▸ Problem statement: Scan the entries for the word "give". Every line that has it should be copied.

▸ Saved entries:
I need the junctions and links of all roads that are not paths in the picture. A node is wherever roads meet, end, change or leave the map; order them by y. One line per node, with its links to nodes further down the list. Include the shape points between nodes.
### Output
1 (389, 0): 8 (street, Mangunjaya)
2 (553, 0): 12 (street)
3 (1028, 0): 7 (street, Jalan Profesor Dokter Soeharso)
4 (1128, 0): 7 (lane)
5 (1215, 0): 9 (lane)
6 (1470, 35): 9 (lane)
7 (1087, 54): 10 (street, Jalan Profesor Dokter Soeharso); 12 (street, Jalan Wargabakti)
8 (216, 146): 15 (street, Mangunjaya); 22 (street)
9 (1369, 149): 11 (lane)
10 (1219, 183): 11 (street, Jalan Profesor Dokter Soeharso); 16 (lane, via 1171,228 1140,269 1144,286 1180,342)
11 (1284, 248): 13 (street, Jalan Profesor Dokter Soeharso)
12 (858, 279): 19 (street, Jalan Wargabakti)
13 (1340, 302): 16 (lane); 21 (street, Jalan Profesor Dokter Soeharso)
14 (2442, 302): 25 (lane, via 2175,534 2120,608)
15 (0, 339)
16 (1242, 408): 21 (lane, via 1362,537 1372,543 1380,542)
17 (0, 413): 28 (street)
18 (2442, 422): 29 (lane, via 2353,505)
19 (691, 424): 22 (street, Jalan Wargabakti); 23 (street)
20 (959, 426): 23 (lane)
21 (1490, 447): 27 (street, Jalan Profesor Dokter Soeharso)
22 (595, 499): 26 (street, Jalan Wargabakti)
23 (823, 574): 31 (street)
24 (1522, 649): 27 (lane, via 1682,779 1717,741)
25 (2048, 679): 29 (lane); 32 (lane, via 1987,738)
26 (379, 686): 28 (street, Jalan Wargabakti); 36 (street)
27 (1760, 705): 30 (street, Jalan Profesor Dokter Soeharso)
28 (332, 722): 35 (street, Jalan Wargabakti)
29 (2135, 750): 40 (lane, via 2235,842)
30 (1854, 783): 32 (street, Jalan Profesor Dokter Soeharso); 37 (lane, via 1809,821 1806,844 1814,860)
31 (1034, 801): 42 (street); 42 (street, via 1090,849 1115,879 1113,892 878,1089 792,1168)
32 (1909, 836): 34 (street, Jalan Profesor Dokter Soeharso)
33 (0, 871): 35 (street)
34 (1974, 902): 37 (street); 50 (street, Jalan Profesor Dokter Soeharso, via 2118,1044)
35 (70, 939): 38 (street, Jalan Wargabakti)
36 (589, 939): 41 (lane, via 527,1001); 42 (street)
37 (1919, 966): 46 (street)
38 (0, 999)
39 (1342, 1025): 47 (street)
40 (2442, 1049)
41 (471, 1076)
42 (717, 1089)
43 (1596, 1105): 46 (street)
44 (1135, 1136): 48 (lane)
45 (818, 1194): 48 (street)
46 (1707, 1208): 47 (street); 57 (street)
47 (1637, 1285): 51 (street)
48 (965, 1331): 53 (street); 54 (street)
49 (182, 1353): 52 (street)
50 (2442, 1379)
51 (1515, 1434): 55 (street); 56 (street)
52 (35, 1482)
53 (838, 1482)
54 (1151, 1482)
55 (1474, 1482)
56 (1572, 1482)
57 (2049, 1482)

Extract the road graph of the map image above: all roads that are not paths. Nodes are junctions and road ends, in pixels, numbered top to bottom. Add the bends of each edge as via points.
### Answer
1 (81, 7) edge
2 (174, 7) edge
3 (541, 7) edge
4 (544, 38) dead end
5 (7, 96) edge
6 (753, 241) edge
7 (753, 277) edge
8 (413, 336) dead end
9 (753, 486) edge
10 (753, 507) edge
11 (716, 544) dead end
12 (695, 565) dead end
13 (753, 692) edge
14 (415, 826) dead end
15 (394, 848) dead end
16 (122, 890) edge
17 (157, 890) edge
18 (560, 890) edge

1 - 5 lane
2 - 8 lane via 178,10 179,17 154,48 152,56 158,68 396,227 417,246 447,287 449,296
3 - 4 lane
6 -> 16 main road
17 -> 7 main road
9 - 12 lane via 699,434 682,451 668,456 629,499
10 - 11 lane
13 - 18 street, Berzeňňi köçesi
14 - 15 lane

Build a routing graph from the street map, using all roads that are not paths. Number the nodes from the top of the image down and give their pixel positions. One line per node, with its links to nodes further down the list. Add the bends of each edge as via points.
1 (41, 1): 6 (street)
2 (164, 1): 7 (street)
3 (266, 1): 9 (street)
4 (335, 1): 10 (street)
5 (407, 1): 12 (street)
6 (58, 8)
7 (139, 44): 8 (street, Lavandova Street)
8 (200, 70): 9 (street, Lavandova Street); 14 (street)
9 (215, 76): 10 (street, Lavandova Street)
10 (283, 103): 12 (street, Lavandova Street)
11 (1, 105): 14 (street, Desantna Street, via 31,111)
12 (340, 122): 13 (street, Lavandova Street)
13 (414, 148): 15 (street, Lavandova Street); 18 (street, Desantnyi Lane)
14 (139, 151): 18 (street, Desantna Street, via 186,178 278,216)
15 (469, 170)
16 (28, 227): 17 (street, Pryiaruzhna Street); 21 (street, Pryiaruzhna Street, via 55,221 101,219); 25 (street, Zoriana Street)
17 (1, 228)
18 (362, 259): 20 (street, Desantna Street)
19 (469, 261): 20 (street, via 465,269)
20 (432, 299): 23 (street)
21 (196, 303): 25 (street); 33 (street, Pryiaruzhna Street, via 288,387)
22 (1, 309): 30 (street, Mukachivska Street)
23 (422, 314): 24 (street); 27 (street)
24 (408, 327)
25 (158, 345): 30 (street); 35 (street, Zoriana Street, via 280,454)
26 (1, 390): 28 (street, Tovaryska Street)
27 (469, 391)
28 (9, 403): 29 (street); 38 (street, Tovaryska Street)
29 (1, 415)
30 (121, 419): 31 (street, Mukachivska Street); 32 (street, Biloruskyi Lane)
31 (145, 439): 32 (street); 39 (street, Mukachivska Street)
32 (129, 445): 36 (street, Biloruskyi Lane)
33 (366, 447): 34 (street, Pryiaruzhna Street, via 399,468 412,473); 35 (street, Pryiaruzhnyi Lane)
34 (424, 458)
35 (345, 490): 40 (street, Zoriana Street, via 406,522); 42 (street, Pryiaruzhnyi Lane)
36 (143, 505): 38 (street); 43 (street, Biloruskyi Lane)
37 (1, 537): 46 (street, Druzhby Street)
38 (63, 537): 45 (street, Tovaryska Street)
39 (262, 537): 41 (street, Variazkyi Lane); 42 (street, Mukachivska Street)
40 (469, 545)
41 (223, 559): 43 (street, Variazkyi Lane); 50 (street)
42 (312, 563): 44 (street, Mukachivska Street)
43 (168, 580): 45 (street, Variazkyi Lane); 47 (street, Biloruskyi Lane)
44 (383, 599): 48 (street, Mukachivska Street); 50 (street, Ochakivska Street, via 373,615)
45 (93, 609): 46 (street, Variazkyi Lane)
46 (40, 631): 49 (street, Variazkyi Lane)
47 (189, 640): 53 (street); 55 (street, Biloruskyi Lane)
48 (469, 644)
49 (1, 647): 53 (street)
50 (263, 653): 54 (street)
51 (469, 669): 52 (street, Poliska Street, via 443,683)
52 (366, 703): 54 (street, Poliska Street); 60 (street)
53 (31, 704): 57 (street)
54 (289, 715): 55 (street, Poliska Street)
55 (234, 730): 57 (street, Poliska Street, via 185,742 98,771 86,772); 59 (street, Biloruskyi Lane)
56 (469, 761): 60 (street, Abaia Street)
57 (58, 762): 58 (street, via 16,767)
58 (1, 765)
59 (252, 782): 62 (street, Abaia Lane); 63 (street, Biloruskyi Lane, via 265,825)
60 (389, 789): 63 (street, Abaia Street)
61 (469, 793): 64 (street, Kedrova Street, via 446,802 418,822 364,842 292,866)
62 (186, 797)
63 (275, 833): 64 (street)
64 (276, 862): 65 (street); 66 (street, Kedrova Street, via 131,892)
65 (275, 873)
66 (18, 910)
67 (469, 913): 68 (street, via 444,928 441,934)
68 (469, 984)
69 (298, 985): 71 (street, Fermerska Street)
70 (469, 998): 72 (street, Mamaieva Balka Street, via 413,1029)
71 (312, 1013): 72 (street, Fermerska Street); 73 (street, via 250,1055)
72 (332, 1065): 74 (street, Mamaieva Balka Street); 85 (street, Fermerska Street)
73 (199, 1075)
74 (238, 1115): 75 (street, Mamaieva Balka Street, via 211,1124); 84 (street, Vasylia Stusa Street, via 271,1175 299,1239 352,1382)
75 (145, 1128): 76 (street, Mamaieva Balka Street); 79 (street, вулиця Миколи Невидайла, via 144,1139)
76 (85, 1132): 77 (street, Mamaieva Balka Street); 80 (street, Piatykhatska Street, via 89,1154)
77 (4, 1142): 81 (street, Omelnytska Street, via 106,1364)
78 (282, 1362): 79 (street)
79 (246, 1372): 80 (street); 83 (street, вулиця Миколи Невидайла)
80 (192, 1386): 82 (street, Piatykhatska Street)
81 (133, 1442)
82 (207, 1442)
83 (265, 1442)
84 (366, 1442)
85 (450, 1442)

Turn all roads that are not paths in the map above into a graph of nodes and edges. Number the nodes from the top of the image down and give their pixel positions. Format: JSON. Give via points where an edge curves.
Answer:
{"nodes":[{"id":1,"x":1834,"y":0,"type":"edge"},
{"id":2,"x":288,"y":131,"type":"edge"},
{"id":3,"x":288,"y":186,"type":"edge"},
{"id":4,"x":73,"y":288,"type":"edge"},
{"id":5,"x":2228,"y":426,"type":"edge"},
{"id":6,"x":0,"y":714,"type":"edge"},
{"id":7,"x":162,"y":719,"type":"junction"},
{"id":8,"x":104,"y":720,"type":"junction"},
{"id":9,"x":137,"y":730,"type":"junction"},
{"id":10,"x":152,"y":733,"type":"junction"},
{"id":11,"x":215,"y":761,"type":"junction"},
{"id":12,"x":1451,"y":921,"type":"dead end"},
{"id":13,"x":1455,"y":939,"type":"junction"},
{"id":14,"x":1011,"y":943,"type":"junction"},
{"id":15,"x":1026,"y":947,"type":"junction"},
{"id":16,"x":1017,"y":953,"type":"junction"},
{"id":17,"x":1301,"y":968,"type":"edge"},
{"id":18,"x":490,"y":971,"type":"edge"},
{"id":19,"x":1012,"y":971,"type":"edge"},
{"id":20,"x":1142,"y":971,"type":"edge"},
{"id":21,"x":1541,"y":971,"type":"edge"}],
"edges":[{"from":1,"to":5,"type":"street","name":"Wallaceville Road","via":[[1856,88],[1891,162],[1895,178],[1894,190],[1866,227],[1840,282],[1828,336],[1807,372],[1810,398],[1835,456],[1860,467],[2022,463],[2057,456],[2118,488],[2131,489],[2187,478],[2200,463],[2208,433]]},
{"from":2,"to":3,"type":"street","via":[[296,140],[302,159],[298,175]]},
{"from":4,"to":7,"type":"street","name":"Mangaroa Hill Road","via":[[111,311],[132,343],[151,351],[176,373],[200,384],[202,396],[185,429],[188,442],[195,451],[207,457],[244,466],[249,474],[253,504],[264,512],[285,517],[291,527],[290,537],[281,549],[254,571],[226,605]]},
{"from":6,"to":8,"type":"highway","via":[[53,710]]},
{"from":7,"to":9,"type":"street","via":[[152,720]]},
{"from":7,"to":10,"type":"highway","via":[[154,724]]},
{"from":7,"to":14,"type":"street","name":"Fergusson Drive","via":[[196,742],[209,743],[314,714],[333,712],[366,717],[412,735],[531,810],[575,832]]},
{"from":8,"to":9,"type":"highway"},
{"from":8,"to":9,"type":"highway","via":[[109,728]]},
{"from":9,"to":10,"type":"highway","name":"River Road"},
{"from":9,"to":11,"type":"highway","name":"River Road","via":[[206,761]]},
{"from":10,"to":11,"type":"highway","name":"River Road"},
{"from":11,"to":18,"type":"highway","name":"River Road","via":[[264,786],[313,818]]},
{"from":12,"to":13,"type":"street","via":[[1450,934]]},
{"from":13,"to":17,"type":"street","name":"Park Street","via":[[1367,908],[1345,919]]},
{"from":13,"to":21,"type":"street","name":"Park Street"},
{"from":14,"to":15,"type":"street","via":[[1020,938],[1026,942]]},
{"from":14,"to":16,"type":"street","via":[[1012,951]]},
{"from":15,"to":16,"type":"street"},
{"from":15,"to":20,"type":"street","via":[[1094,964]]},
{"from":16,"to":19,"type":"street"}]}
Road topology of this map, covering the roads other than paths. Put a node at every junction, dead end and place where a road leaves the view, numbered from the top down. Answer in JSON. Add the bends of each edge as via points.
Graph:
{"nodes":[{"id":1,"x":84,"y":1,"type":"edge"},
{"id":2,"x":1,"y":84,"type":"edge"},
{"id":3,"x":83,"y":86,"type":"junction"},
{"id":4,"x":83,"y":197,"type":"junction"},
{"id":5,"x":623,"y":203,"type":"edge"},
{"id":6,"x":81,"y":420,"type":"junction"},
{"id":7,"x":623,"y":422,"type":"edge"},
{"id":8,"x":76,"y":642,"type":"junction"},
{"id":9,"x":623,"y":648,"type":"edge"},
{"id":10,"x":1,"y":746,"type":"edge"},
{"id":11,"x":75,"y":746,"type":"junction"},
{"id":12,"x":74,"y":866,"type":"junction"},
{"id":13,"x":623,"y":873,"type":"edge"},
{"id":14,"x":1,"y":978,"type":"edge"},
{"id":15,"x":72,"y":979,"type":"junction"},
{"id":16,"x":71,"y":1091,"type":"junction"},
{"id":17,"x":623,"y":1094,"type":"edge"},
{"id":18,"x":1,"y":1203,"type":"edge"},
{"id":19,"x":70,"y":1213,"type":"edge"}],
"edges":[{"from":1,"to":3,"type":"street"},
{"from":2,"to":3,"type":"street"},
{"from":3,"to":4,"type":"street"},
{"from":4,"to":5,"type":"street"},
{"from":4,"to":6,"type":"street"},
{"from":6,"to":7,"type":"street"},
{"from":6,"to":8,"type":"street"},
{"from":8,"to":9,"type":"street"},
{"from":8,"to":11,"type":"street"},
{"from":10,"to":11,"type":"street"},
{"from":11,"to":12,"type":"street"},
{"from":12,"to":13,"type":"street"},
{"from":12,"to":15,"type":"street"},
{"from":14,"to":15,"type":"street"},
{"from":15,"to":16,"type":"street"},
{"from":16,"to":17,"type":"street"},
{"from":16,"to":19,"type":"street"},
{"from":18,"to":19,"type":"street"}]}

▸ Result for this task:
Build a routing graph from the street map, using all roads that are not paths. Number the nodes from the top of the image down and give their pixel positions. One line per node, with its links to nodes further down the list. Add the bends of each edge as via points.
Turn all roads that are not paths in the map above into a graph of nodes and edges. Number the nodes from the top of the image down and give their pixel positions. Format: JSON. Give via points where an edge curves.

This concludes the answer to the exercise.